> [Task] Write the listing out again word for word, excluding any pictures.
Segment Start: Dataset records
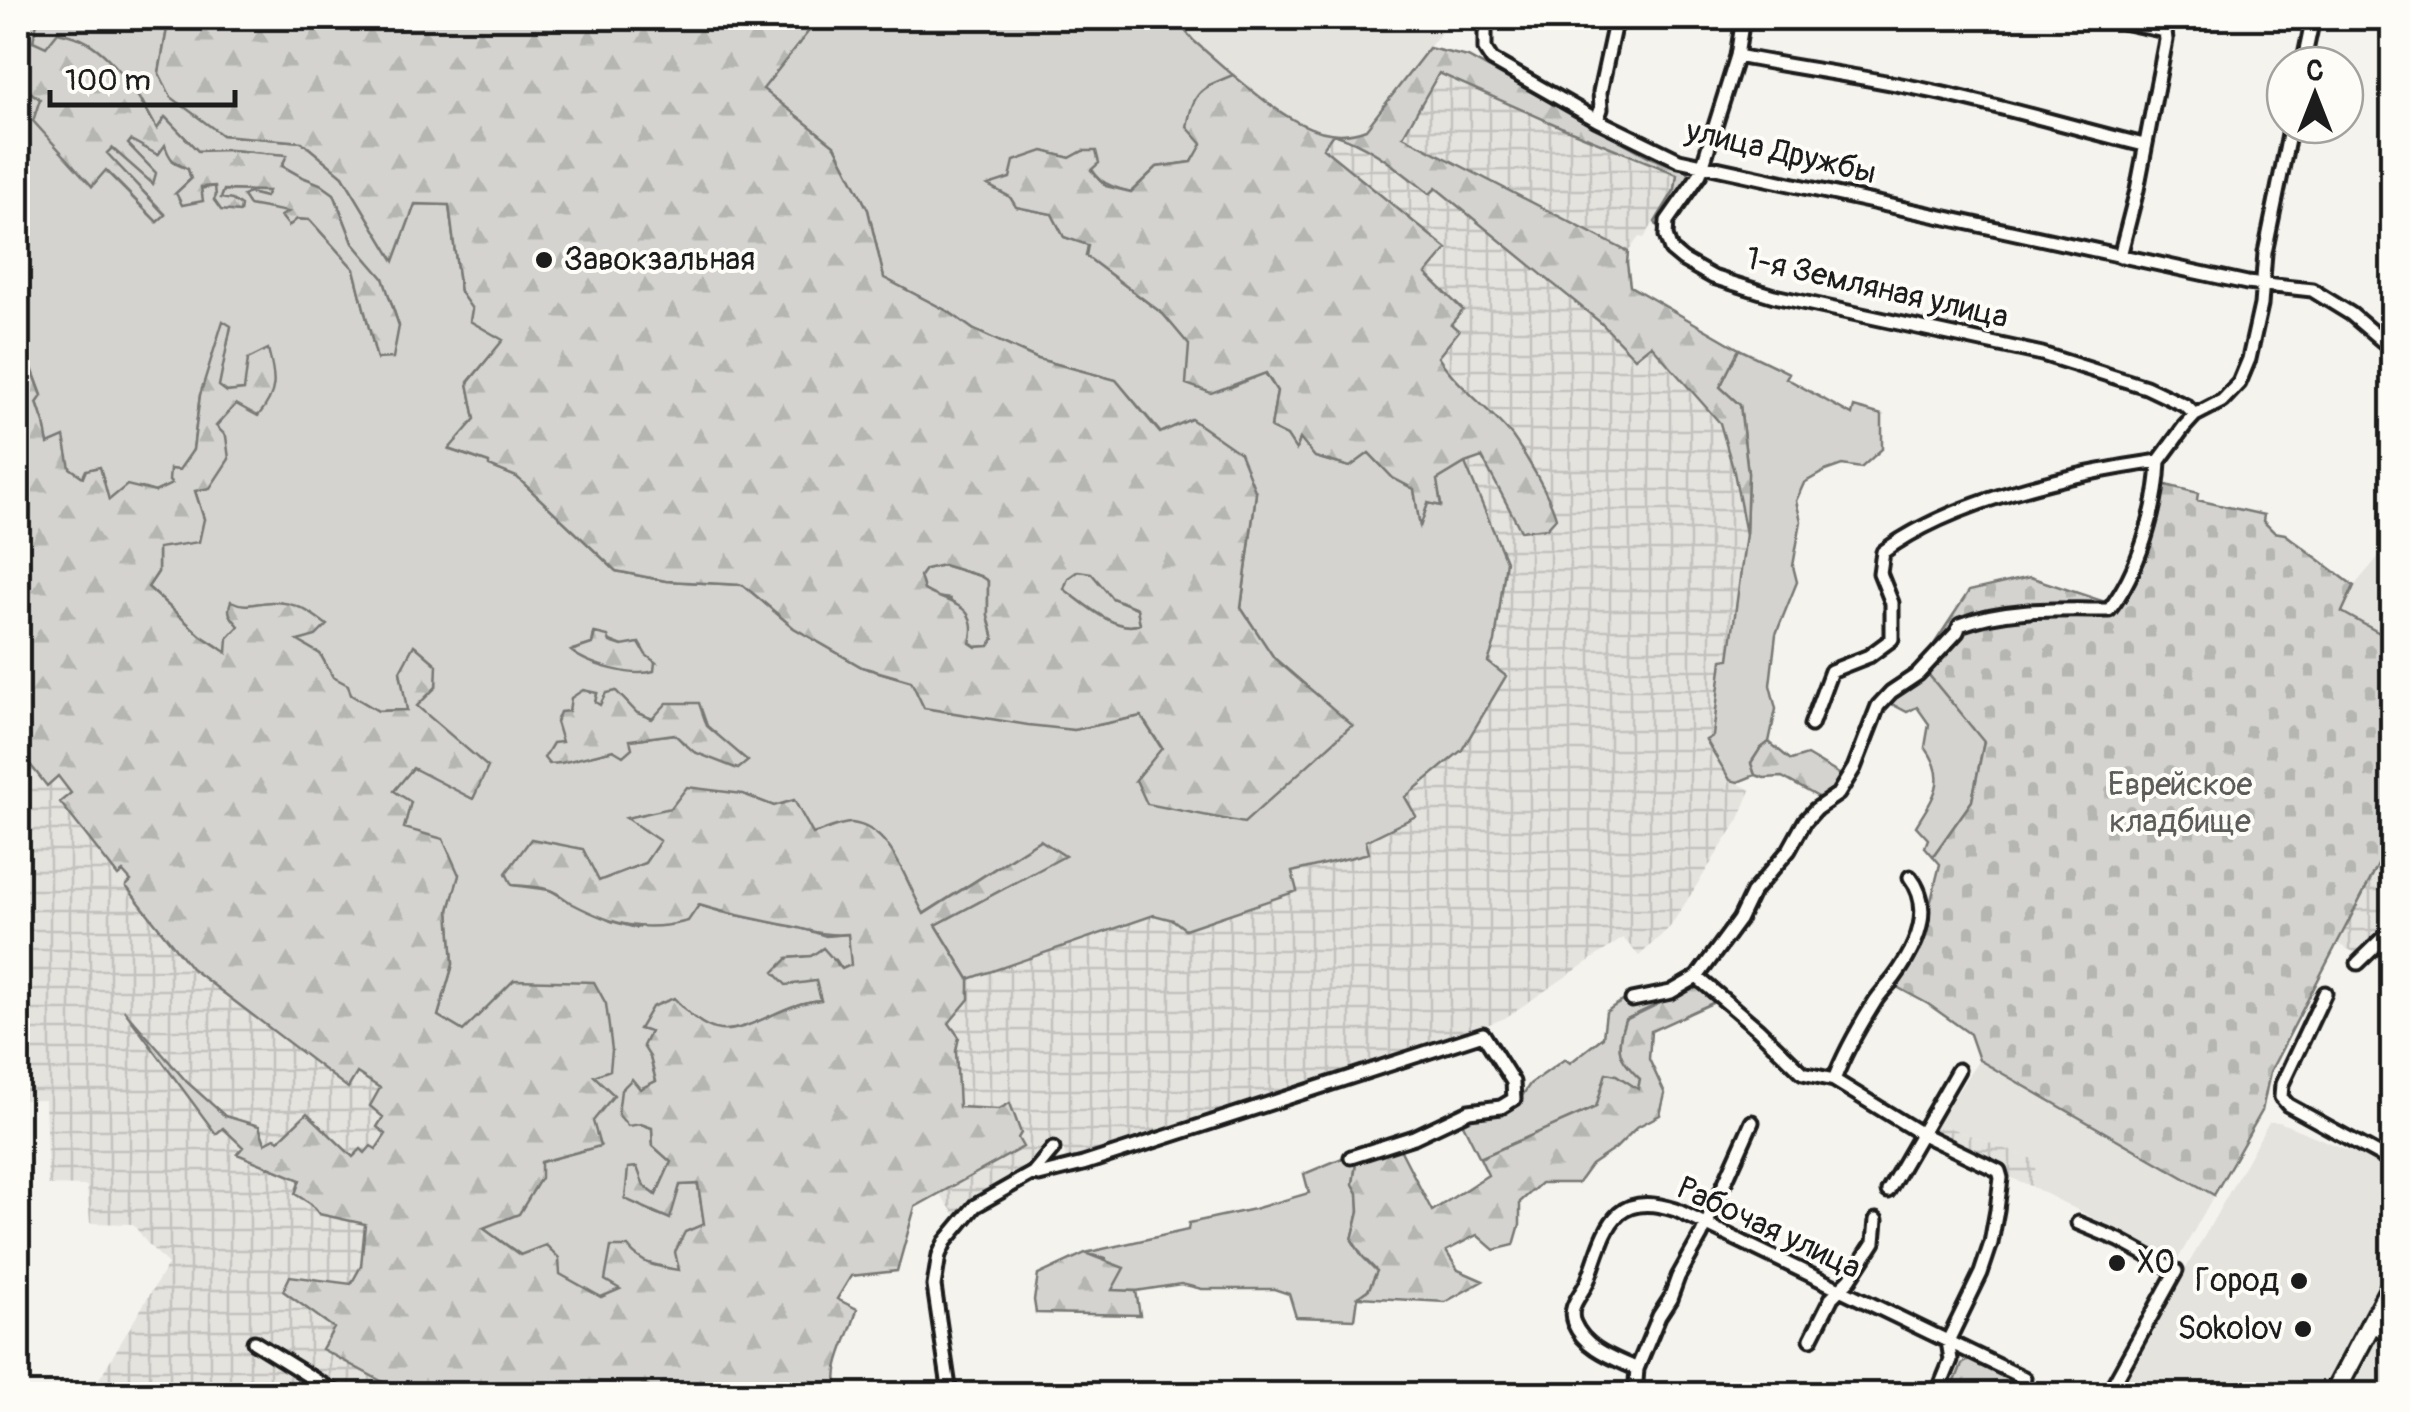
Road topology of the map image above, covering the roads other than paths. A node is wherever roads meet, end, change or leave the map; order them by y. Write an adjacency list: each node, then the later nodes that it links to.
1 (1485, 18): 8 (street, улица Дружбы)
2 (1616, 18): 8 (street)
3 (1743, 18): 7 (street, 1-я Земляная улица)
4 (2104, 18): 9 (street)
5 (2313, 18): 6 (street)
6 (2308, 45)
7 (1738, 56): 9 (street); 11 (street, 1-я Земляная улица)
8 (1596, 120): 11 (street, улица Дружбы)
9 (2144, 145): 12 (street)
10 (2287, 145): 13 (street)
11 (1703, 166): 12 (street, улица Дружбы); 15 (street, 1-я Земляная улица)
12 (2120, 256): 13 (street, улица Дружбы)
13 (2265, 285): 14 (street, улица Дружбы); 15 (street)
14 (2392, 350)
15 (2195, 415): 16 (street)
16 (2159, 461): 17 (street); 21 (street)
17 (1811, 725)
18 (1910, 877): 25 (street)
19 (2392, 930): 20 (street)
20 (2358, 963)
21 (1698, 977): 23 (street); 25 (street)
22 (2326, 993): 30 (street)
23 (1632, 1000)
24 (1958, 1070): 27 (street)
25 (1834, 1080): 27 (street)
26 (1752, 1122): 35 (street)
27 (1920, 1133): 32 (street); 41 (street)
28 (1052, 1149): 31 (street)
29 (1351, 1157): 31 (street)
30 (2392, 1162)
31 (1034, 1172): 46 (street)
32 (1888, 1191)
33 (1876, 1220): 37 (street)
34 (2078, 1223): 49 (street)
35 (1706, 1225): 37 (street, Рабочая улица); 43 (street); 43 (street, Рабочая улица)
36 (2392, 1284): 38 (main road)
37 (1839, 1290): 40 (street); 41 (street, Рабочая улица)
38 (2370, 1324): 39 (street); 50 (main road)
39 (2392, 1337)
40 (1811, 1339)
41 (1948, 1341): 44 (street, Рабочая улица); 48 (street)
42 (254, 1342): 45 (street)
43 (1637, 1369): 47 (street)
44 (2024, 1378)
45 (338, 1394)
46 (950, 1394)
47 (1635, 1394)
48 (1937, 1394)
49 (2108, 1394)
50 (2334, 1394)

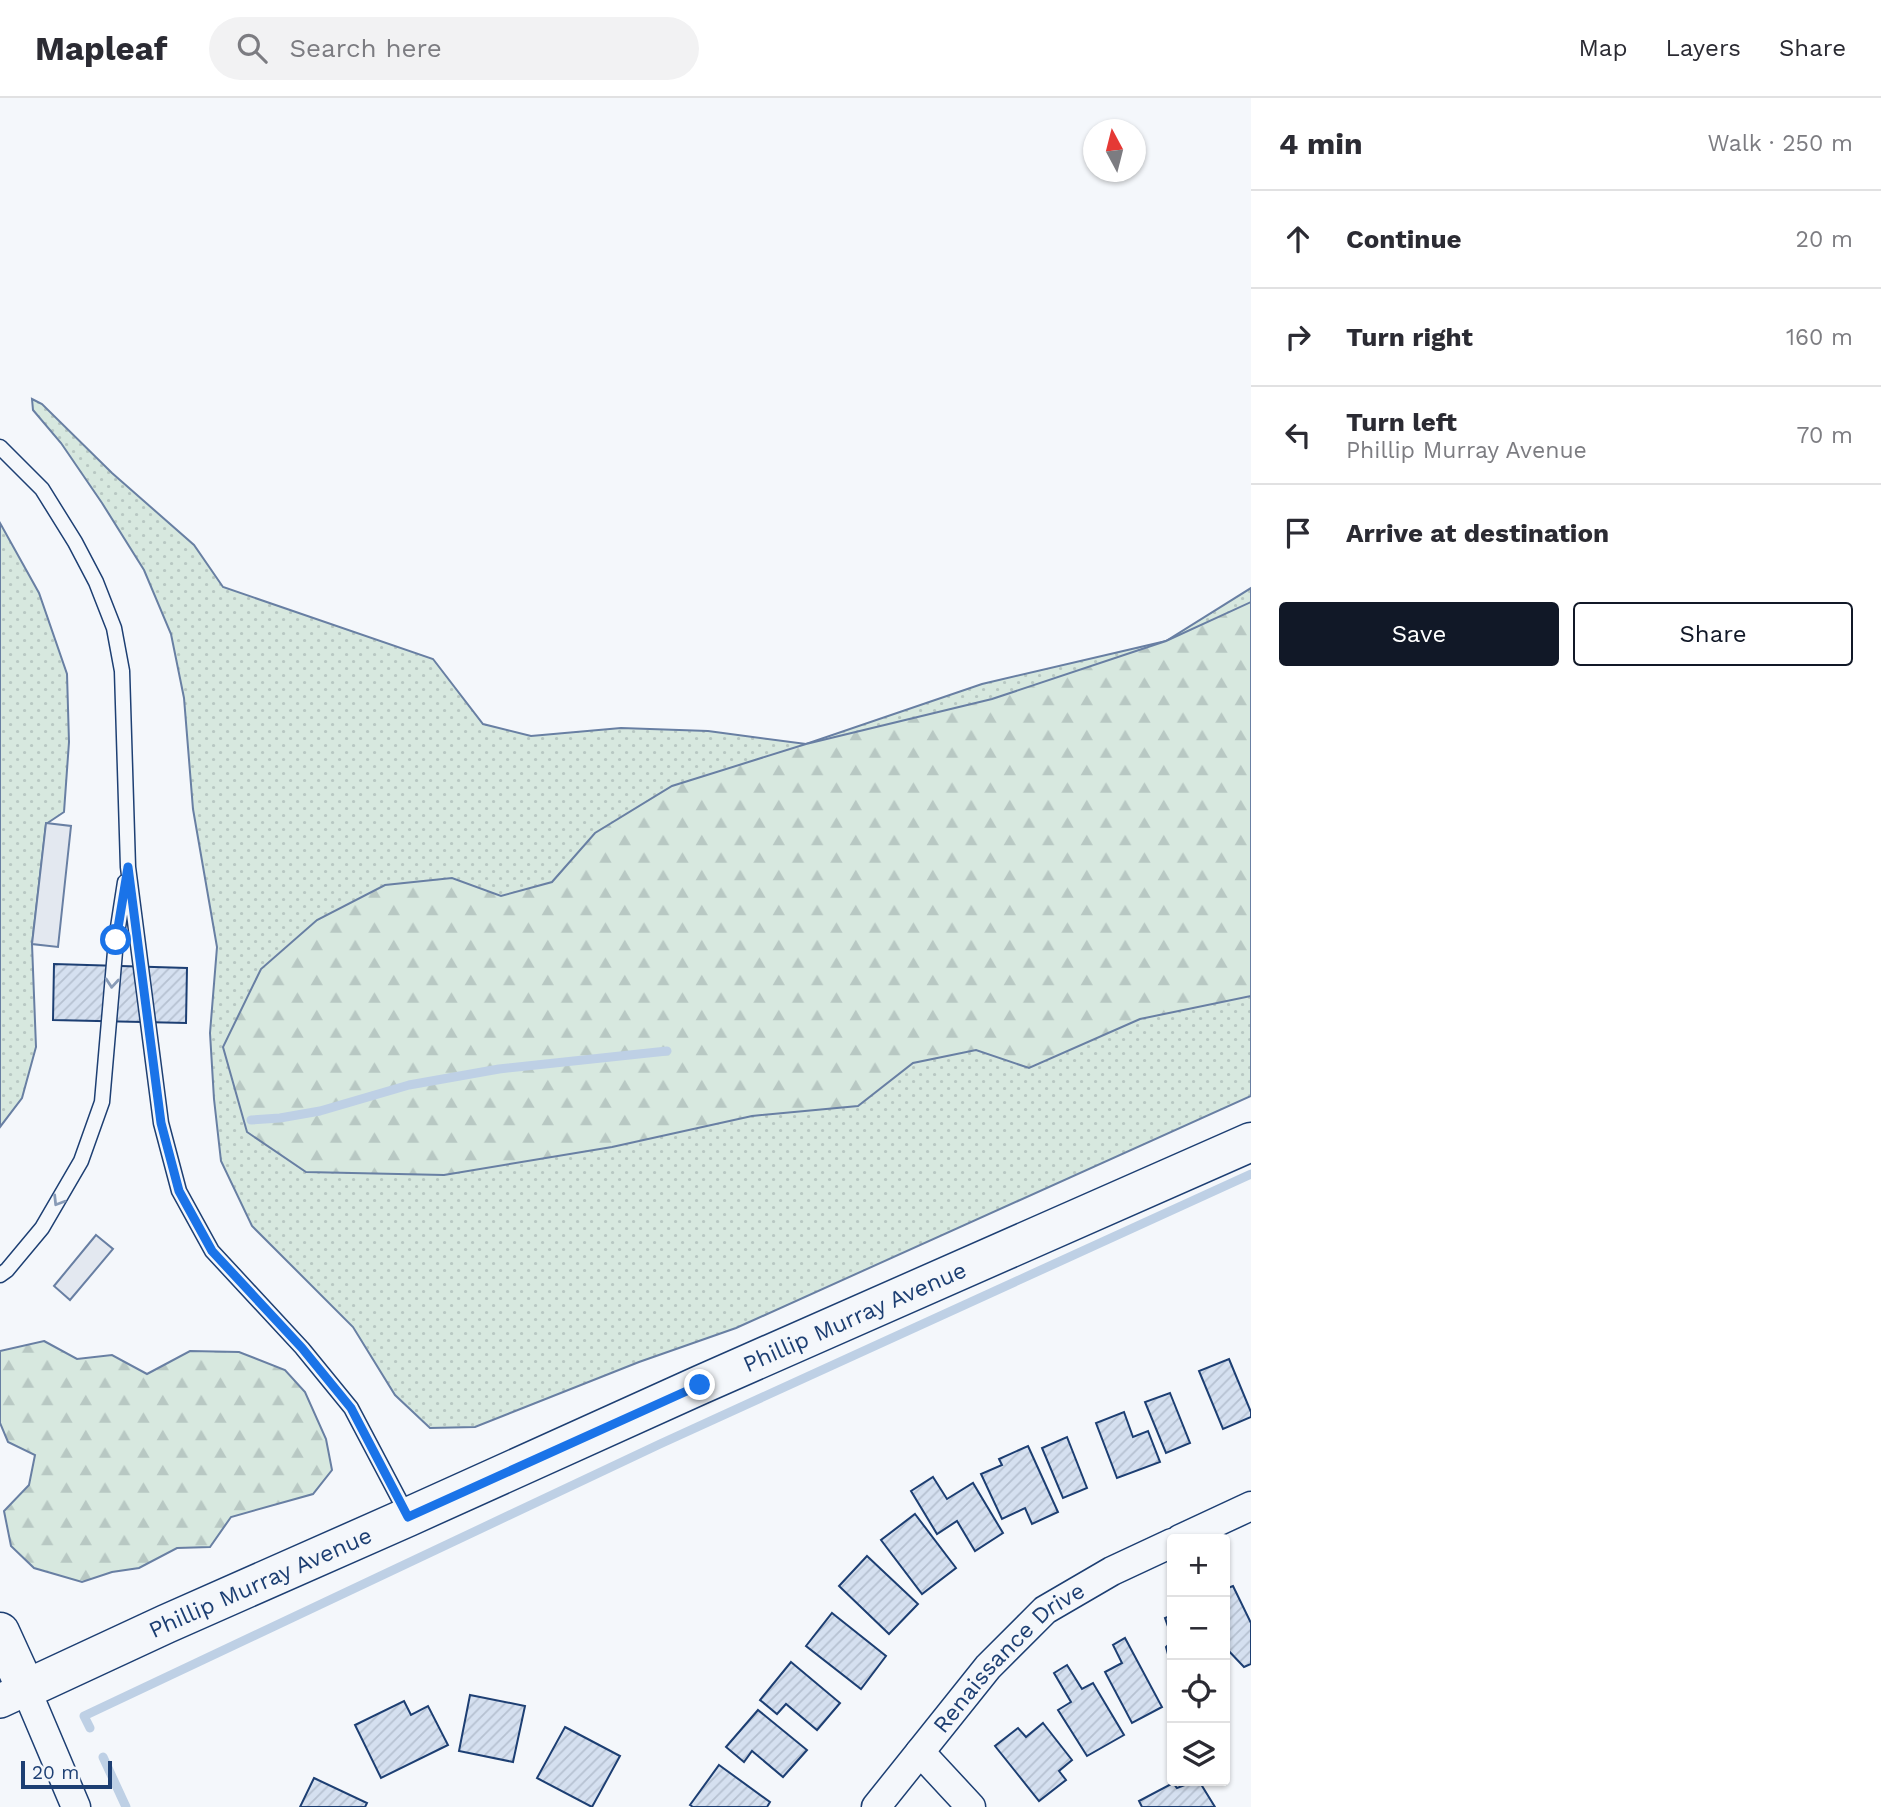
Segment End: Dataset records
> [Response below]
Road topology of the map image above, covering the roads other than paths. A node is wherever roads meet, end, change or leave the map; order them by y. Write an adjacency list: each node, then the later nodes that it links to.
1 (1485, 18): 8 (street, улица Дружбы)
2 (1616, 18): 8 (street)
3 (1743, 18): 7 (street, 1-я Земляная улица)
4 (2104, 18): 9 (street)
5 (2313, 18): 6 (street)
6 (2308, 45)
7 (1738, 56): 9 (street); 11 (street, 1-я Земляная улица)
8 (1596, 120): 11 (street, улица Дружбы)
9 (2144, 145): 12 (street)
10 (2287, 145): 13 (street)
11 (1703, 166): 12 (street, улица Дружбы); 15 (street, 1-я Земляная улица)
12 (2120, 256): 13 (street, улица Дружбы)
13 (2265, 285): 14 (street, улица Дружбы); 15 (street)
14 (2392, 350)
15 (2195, 415): 16 (street)
16 (2159, 461): 17 (street); 21 (street)
17 (1811, 725)
18 (1910, 877): 25 (street)
19 (2392, 930): 20 (street)
20 (2358, 963)
21 (1698, 977): 23 (street); 25 (street)
22 (2326, 993): 30 (street)
23 (1632, 1000)
24 (1958, 1070): 27 (street)
25 (1834, 1080): 27 (street)
26 (1752, 1122): 35 (street)
27 (1920, 1133): 32 (street); 41 (street)
28 (1052, 1149): 31 (street)
29 (1351, 1157): 31 (street)
30 (2392, 1162)
31 (1034, 1172): 46 (street)
32 (1888, 1191)
33 (1876, 1220): 37 (street)
34 (2078, 1223): 49 (street)
35 (1706, 1225): 37 (street, Рабочая улица); 43 (street); 43 (street, Рабочая улица)
36 (2392, 1284): 38 (main road)
37 (1839, 1290): 40 (street); 41 (street, Рабочая улица)
38 (2370, 1324): 39 (street); 50 (main road)
39 (2392, 1337)
40 (1811, 1339)
41 (1948, 1341): 44 (street, Рабочая улица); 48 (street)
42 (254, 1342): 45 (street)
43 (1637, 1369): 47 (street)
44 (2024, 1378)
45 (338, 1394)
46 (950, 1394)
47 (1635, 1394)
48 (1937, 1394)
49 (2108, 1394)
50 (2334, 1394)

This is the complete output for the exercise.